Use your Starbucks card. Once you use it enough, you’ll be a Gold Member and get unlimited free refills.
Expense: $7.50 per week
Monthly expense: $30 per month.
Difference between Option 1 and Option 2: $90 per month
9.) Choose your groceries wisely. Pay attention to deals grocery stores close to your home are offering. When you walk into a grocery store, see which produce is on sale. Buy seasonal produce – it is often the cheapest and the tastiest in the market.
10.) Buy condiments at discount resellers. They’re about half the price you’ll pay in a traditional grocery store.
11.) Stop buying CDs. Unless the artist is a friend of yours. But for the big label pop stuff, it’s almost all available on services like Spotify. And if you are willing to listen to an occasional ad, Spotify is free.
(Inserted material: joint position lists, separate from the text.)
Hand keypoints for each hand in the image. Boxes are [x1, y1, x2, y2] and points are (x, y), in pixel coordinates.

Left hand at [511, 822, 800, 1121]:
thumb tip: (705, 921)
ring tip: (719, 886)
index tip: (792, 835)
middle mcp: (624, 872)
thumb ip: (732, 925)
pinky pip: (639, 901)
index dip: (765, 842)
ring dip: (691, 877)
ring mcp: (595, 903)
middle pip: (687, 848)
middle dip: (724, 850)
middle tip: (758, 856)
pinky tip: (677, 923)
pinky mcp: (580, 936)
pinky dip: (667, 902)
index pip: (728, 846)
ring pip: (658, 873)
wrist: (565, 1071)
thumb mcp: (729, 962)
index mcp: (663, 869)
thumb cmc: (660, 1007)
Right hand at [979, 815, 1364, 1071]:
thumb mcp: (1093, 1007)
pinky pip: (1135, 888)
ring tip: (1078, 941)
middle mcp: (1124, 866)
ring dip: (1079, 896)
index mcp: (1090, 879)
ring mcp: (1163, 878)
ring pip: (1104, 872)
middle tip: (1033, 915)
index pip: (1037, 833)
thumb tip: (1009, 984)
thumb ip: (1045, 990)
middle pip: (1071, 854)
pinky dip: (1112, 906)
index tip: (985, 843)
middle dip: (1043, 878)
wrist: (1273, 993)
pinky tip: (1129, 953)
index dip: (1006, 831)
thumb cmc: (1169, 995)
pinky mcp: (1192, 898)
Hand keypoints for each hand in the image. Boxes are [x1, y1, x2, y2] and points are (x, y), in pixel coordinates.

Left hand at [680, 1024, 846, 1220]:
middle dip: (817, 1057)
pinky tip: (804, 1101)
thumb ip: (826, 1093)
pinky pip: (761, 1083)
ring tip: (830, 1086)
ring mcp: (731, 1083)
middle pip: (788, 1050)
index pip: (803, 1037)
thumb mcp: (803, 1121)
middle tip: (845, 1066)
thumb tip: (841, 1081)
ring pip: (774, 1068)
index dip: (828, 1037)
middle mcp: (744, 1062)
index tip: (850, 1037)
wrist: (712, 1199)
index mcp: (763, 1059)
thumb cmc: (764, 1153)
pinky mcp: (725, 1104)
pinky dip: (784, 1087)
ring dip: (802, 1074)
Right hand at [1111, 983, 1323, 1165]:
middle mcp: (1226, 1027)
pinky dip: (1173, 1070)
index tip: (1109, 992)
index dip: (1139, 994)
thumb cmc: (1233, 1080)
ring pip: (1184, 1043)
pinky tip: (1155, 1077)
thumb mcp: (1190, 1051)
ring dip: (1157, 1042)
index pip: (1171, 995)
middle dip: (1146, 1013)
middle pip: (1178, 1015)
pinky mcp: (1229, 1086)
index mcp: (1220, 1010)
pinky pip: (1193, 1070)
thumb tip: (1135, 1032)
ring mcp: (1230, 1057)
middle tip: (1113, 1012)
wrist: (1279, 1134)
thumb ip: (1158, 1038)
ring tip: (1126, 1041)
12.) Cancel all your subscriptions. Lots of people save $100 per month or more on subscriptions they just don’t need anymore. These can be websites, fitness club memberships, magazines, monthly services, etc. Go through your monthly statements and identify everything coming out of your account automatically. If it’s not rent, a mortgage, a car payment, a utility, insurance premium or cell phone bill, consider shutting it down.
13.) Don’t buy new cars. “The worst auto accidents happen on the showroom floor,” says Dave Ramsey, a popular radio talk show host, author, television commentator and passionate advocate of debt-free living. Instead, let someone else take the depreciation of the first few years.
14.) Buy Tupperware, a crockpot and a good freezer. Use them every week.
15.) Take a cooking class. Sure, it will cost money. But do it while you’re young and it will pay financial and personal dividends for the rest of your life. Plus, it’s a wonderful thing for young couples to do together. Single? Cook for your dates. Guys: Demonstrating great cooking skills is catnip for women!
17.) Get a home energy audit. Most local utility companies will do this for free – and help you find ways to save money.
18.) Skip the glossy shopping malls. Buy clothes at strip mall discounters.
19.) Write out all your debts, including school loans, on a sheet of paper, listed in order from smallest to largest, along with the payment. This will help you keep track of everything you owe.
20.) Then use a ‘debt snowball.’ This means pay the minimum on every debt except the smallest one. Attack that smallest one with a vengeance. Hit it with the white-hot anger of a thousand suns until it is gone. You’ll get a goose-egg soon, and a quick success on the board. That will give you the emotional energy and encouragement to redouble your efforts. Then take everything you were paying on the first one and apply it to the next debt, until that’s gone.
This technique – another one advocated by Dave Ramsey, though he’s not the only one – is called the “debt snowball.” It’s not mathematically optimal. A mathematician might pay the high-interest debt first, or the secured debt first. The advantage to the debt snowball technique is that it harnesses an incredible amount of emotional energy. You get the human element working in your favor. Have kids? Children don’t understand compound interest, but they understand crossing off debts on the refrigerator. Do something for the kids every time you cross off another debt, and you’ll be amazed at how they will quickly become your best cheerleaders!